Cathode-ray tubes (CRTs) are often found in oscilloscopes and computer monitors.

Question

Cathode-ray tubes (CRTs) are often found in oscilloscopes and computer monitors. In the figure an electron with an initial speed of 7.00×106m/s is projected along the axis midway between the deflection plates of a cathode-ray tube.
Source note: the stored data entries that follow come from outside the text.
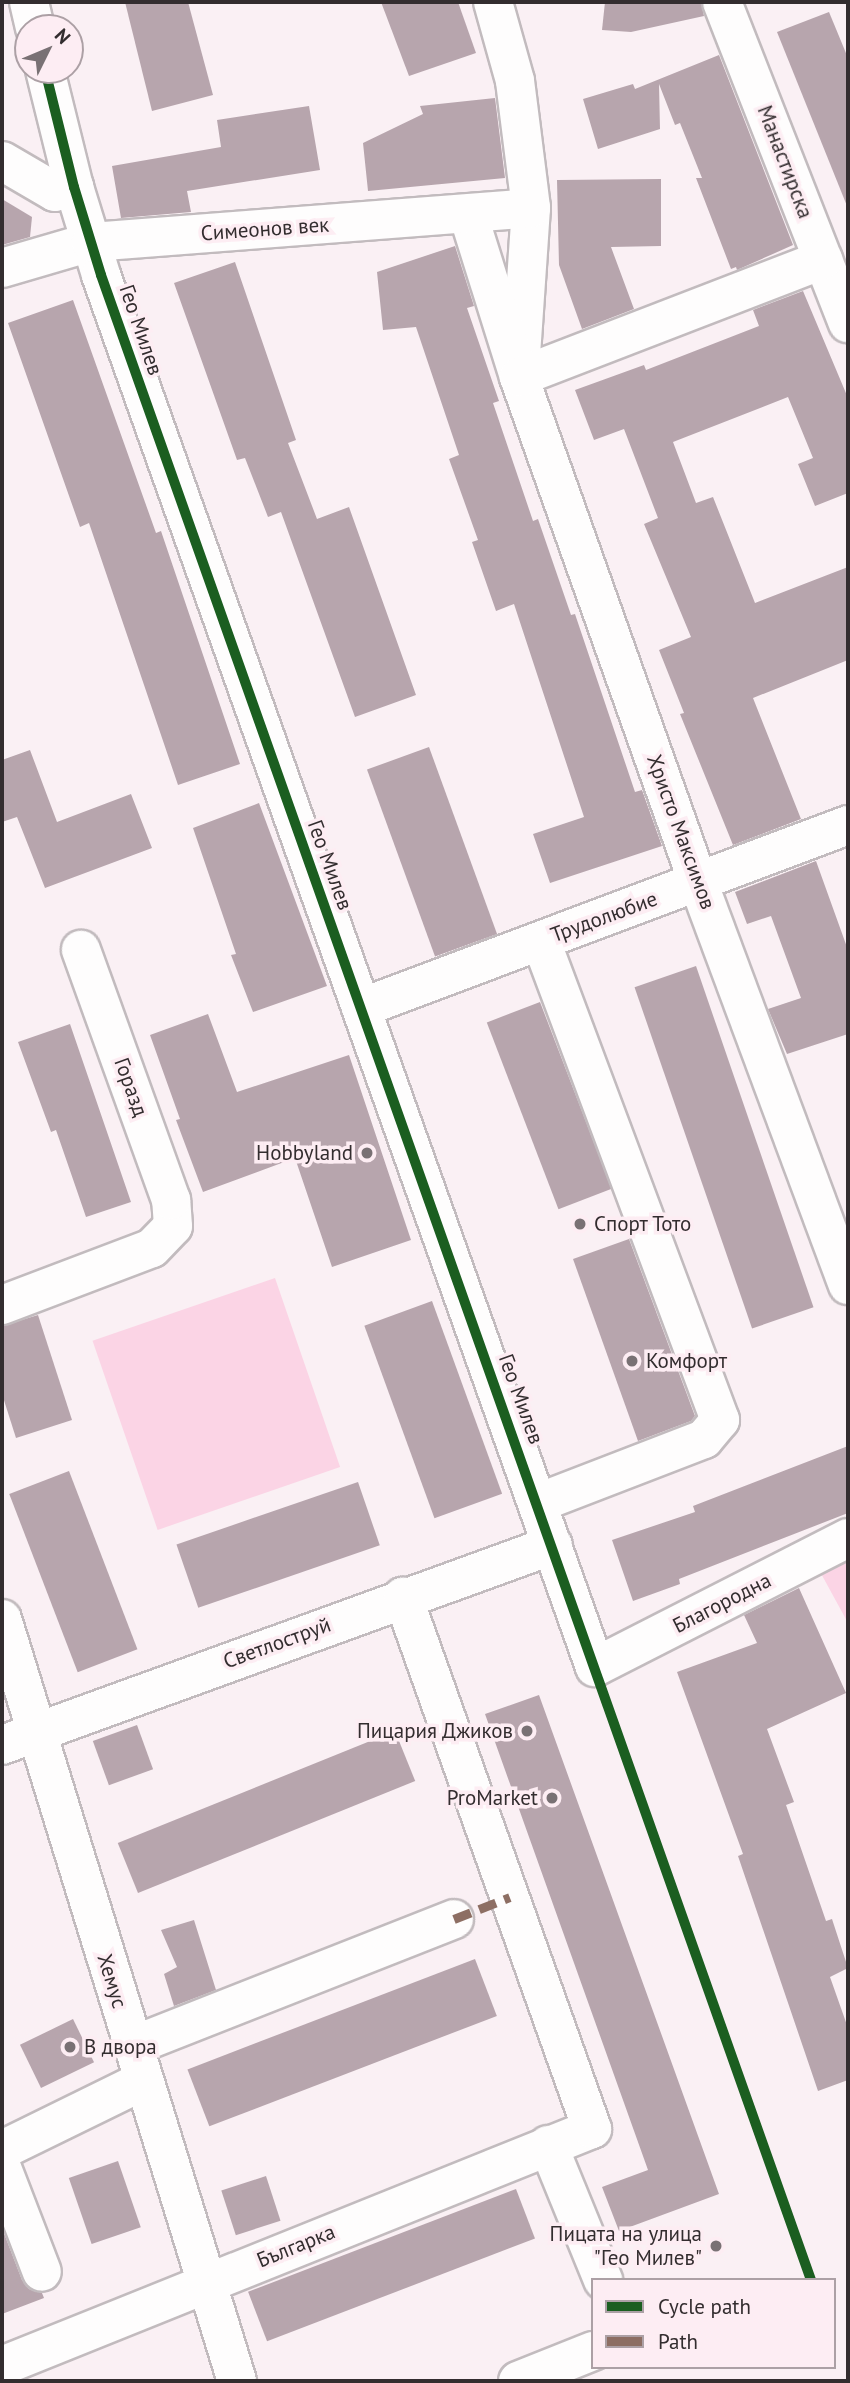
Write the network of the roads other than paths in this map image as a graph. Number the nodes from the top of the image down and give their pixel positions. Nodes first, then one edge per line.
1 (493, 2) edge
2 (722, 2) edge
3 (48, 84) edge
4 (2, 161) edge
5 (74, 187) junction
6 (531, 208) junction
7 (468, 214) junction
8 (91, 242) junction
9 (823, 260) junction
10 (2, 268) edge
11 (848, 323) edge
12 (519, 377) junction
13 (848, 825) edge
14 (698, 882) junction
15 (541, 941) junction
16 (81, 950) dead end
17 (361, 1008) junction
18 (848, 1285) edge
19 (2, 1305) edge
20 (538, 1503) junction
21 (848, 1538) edge
22 (553, 1545) junction
23 (403, 1597) junction
24 (2, 1619) edge
25 (595, 1667) joint
26 (19, 1738) edge
27 (454, 1919) dead end
28 (137, 2064) junction
29 (548, 2146) junction
30 (2, 2150) edge
31 (2, 2168) edge
32 (42, 2272) dead end
33 (602, 2278) edge
34 (205, 2283) junction
35 (591, 2352) edge
36 (2, 2366) edge
37 (237, 2381) edge
38 (518, 2381) edge

1 - 6 street, Христо Максимов
2 - 9 street, Манастирска
3 - 5 street, Гео Милев
4 - 5 street
5 - 8 street, Гео Милев
6 - 7 street, Симеонов век
6 - 12 street, Христо Максимов
7 - 8 street, Симеонов век
7 - 12 street, Христо Максимов
8 - 10 street, Симеонов век
8 - 17 street, Гео Милев
9 - 11 street, Манастирска
9 - 12 street
12 - 14 street, Христо Максимов
13 - 14 street, Трудолюбие
14 - 15 street, Трудолюбие
14 - 18 street, Христо Максимов
15 - 17 street, Трудолюбие
15 - 20 street
16 - 19 street, Горазд
17 - 20 street, Гео Милев
20 - 22 street, Гео Милев
21 - 25 street, Благородна
22 - 23 street, Светлоструй
22 - 25 street, Гео Милев
23 - 26 street, Светлоструй
23 - 29 street, Българка
24 - 26 street, Хемус
26 - 28 street, Хемус
27 - 28 street
28 - 30 street
28 - 34 street, Хемус
29 - 33 street
29 - 34 street, Българка
31 - 32 street
34 - 36 street, Българка
34 - 37 street, Хемус
35 - 38 street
The potential difference between the two plates is 21.0 V and the lower plate is the one at higher potential.

a) What is the magnitude of the force on the electron when it is between the plates?

b) What is the direction of the force on the electron when it is between the plates?

c) What is the magnitude of the acceleration of the electron when acted on by the force in part (a)?

d) What is the direction of the acceleration of the electron when acted on by the force in part (a)?

e) How far below the axis has the electron moved when it reaches the end of the plates?

f) At what angle with the axis is it moving as it leaves the plates?

Explanation / Answer

let's calculate the electric field between plates = E = V/d= 21/2x 10^-2= 1050 V/m

a) F = qE = 1.6 x 10^-19 (1050) =1.68x 10^ -16 N

b)Direction: towards the bottom plate

c) accleration = F/m= 1.68x 10^ -16 N/ 9.109 x 10^-31= 0.1844 x 10^ 15 m/s^2

d)direction = towards the bottom plate

e)h = ut + 1/2 at^2---vetical dispalcement

s= ut ---horizontal displacement

6x10^-2 = 7 x10^6 (t)

t = 0.857 x 10^-8 seconds apprx

h = 0 (0.857 x 10^-8) + 1/2 ( 0.1844 x 10^ 15) ( 0.857 x 10^-8 s)^2

h = 0+0.06772 x 10^-1 m = 0.06772 x 10^-1 x 10^2 cm = 0.6772 cm ( below the vertical line)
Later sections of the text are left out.